From the assumption we get a direct sum decomposition $A = F \oplus M$. This direct sum decomposition is obvious geometrically for a smooth function $h(x)$ around a point $a$, since it comes from writing $h(x) = h(a) + (h(x) - h(a))$, with $h(a)$ a real number an $h(x) - h(a)$ vanishing at $a$. OK, now let $f$ be any element of the dual space of $M/M^2$, i.e., $f \colon M/M^2 \rightarrow F$ is an $F$-linear map (since $F = A/M$, $M/M^2$ is naturally an $F$-vector space). Saying the function $f$ is $F$-linear is the same as saying it's $A$-linear since both $M/M^2$ and $F = A/M$ are $A$-modules and in both cases $M$ multiplies on them like 0. Since $M$ is an $A$-module (it's an ideal in $A$!), an $A$-linear map $f \colon M/M^2 \rightarrow F$ can be pulled back to an $A$-linear map $M \rightarrow F$ which is 0 on $M^2$. Let us extend $f$ to a map $A \rightarrow F$ by just declaring it to act on the direct sum $A = F \oplus M$ as 0 on the $F$-summand. That is, we simply define
$$f(c+m) = f(m)$$ for any $c$ in $F$ (thought of as a subfield of $A$) and $m$ in $M$.
We are calling this extended function $f$ as well, so we have turned $f \colon M/M^2 \rightarrow F$ into a function $A \rightarrow F$ still denoted $f$.
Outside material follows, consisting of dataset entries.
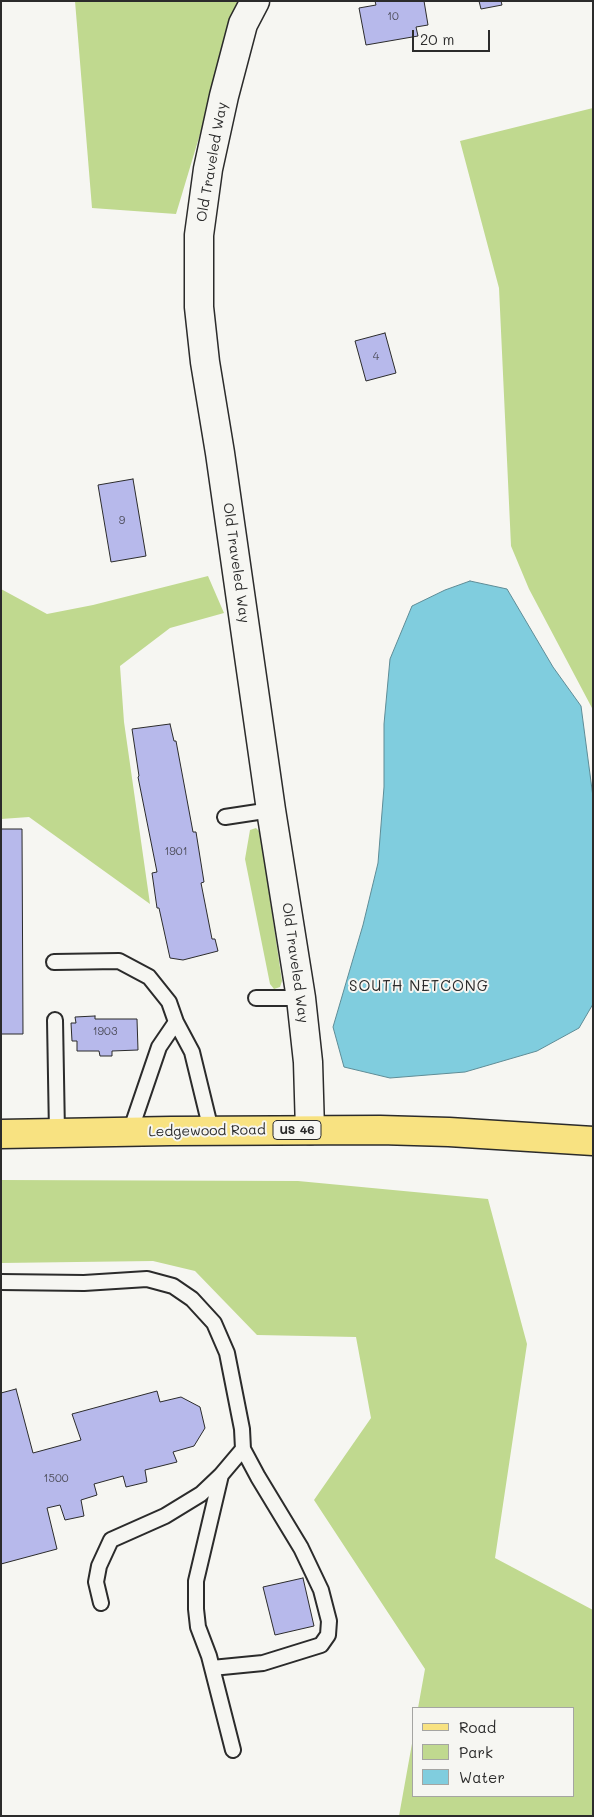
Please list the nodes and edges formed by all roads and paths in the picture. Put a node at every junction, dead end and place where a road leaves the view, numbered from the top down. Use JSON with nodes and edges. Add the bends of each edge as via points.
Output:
{"nodes":[{"id":1,"x":255,"y":1,"type":"edge"},
{"id":2,"x":271,"y":810,"type":"junction"},
{"id":3,"x":225,"y":817,"type":"dead end"},
{"id":4,"x":54,"y":962,"type":"dead end"},
{"id":5,"x":256,"y":998,"type":"dead end"},
{"id":6,"x":301,"y":998,"type":"junction"},
{"id":7,"x":55,"y":1020,"type":"dead end"},
{"id":8,"x":176,"y":1022,"type":"junction"},
{"id":9,"x":211,"y":1130,"type":"junction"},
{"id":10,"x":310,"y":1130,"type":"junction"},
{"id":11,"x":130,"y":1132,"type":"junction"},
{"id":12,"x":57,"y":1133,"type":"junction"},
{"id":13,"x":1,"y":1134,"type":"edge"},
{"id":14,"x":593,"y":1141,"type":"edge"},
{"id":15,"x":1,"y":1282,"type":"edge"},
{"id":16,"x":243,"y":1449,"type":"junction"},
{"id":17,"x":221,"y":1475,"type":"junction"},
{"id":18,"x":101,"y":1603,"type":"dead end"},
{"id":19,"x":212,"y":1668,"type":"junction"},
{"id":20,"x":233,"y":1750,"type":"dead end"}],
"edges":[{"from":1,"to":2,"type":"street","name":"Old Traveled Way","via":[[243,24],[208,169],[198,270],[205,362]]},
{"from":2,"to":3,"type":"lane"},
{"from":2,"to":6,"type":"street","name":"Old Traveled Way"},
{"from":4,"to":8,"type":"lane","via":[[119,961],[149,977],[169,1002]]},
{"from":5,"to":6,"type":"lane"},
{"from":6,"to":10,"type":"street","name":"Old Traveled Way","via":[[308,1062]]},
{"from":7,"to":12,"type":"lane"},
{"from":8,"to":9,"type":"lane","via":[[192,1052]]},
{"from":8,"to":11,"type":"lane","via":[[159,1047]]},
{"from":9,"to":10,"type":"main road","name":"Ledgewood Road","number":"US 46"},
{"from":9,"to":11,"type":"main road","name":"Ledgewood Road","number":"US 46"},
{"from":10,"to":14,"type":"main road","name":"Ledgewood Road","number":"US 46","via":[[449,1132]]},
{"from":11,"to":12,"type":"main road","name":"Ledgewood Road","number":"US 46"},
{"from":12,"to":13,"type":"main road","name":"Ledgewood Road","number":"US 46"},
{"from":15,"to":16,"type":"lane","via":[[84,1283],[147,1279],[173,1286],[192,1299],[214,1323],[227,1353]]},
{"from":16,"to":17,"type":"lane"},
{"from":16,"to":19,"type":"lane","via":[[321,1590],[329,1621],[328,1635],[321,1645],[263,1663]]},
{"from":17,"to":18,"type":"lane","via":[[201,1494],[165,1516],[112,1540],[99,1566],[96,1582]]},
{"from":17,"to":19,"type":"lane","via":[[196,1581],[198,1626]]},
{"from":19,"to":20,"type":"lane"}]}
Now we have a function $f \colon A \rightarrow F$ that is $A$-linear and it is 0 on both $F$ and $M^2$. It's time to see that $f$ satisfies the product rule! For $a$ and $b$ in $A$, write $a = c + m$ and $b = d + n$ where $c, d$ are in $F$ and $m, n$ are in $M$. Then $f(a) = f(m)$ and $f(b) = f(n)$. We have $$f(ab) = f((c+m)(d+n)) = f(cd+cn+dm + mn) = f(cd) + f(cn) + f(dm) + f(mn).$$ Since $f$ is 0 on $F$ and $M^2$, we get $f(ab) = f(cn) + f(dm) = cf(n) + df(m) = cf(b) + df(a)$.

The $f$-values are in $F = A/M$, so in $cf(b) + df(a)$ things only matter mod $M$. Since $a \equiv c \bmod M$ and $b \equiv d \bmod M$, $cf(b) + df(a) = af(b) + bf(a)$. Voila: $f(ab) = af(b) + bf(a)$, which is the product rule.

Summary: Let $A$ be a local ring with maximal ideal $M$ and assume there is an *embedding* $A/M \rightarrow A$ such that the composite $A/M \rightarrow A \rightarrow A/M$ is the identity map (first map is hypothetical embedding, second is reduction mod $M$). Then any $A/M$-linear map $M/M^2 \rightarrow A/M$ can be turned into an $A$-linear derivation $A \rightarrow A/M$. The essential feature we have on manifolds is that for the local ring $A$ of smooth functions at any point, the residue field $A/M$ naturally lives inside $A$. This is because the residue field of the local ring at any point is isomorphic to ${\mathbf R}$, and we can naturally think of ${\mathbf R}$ inside the local ring at the point as the constant functions at that point.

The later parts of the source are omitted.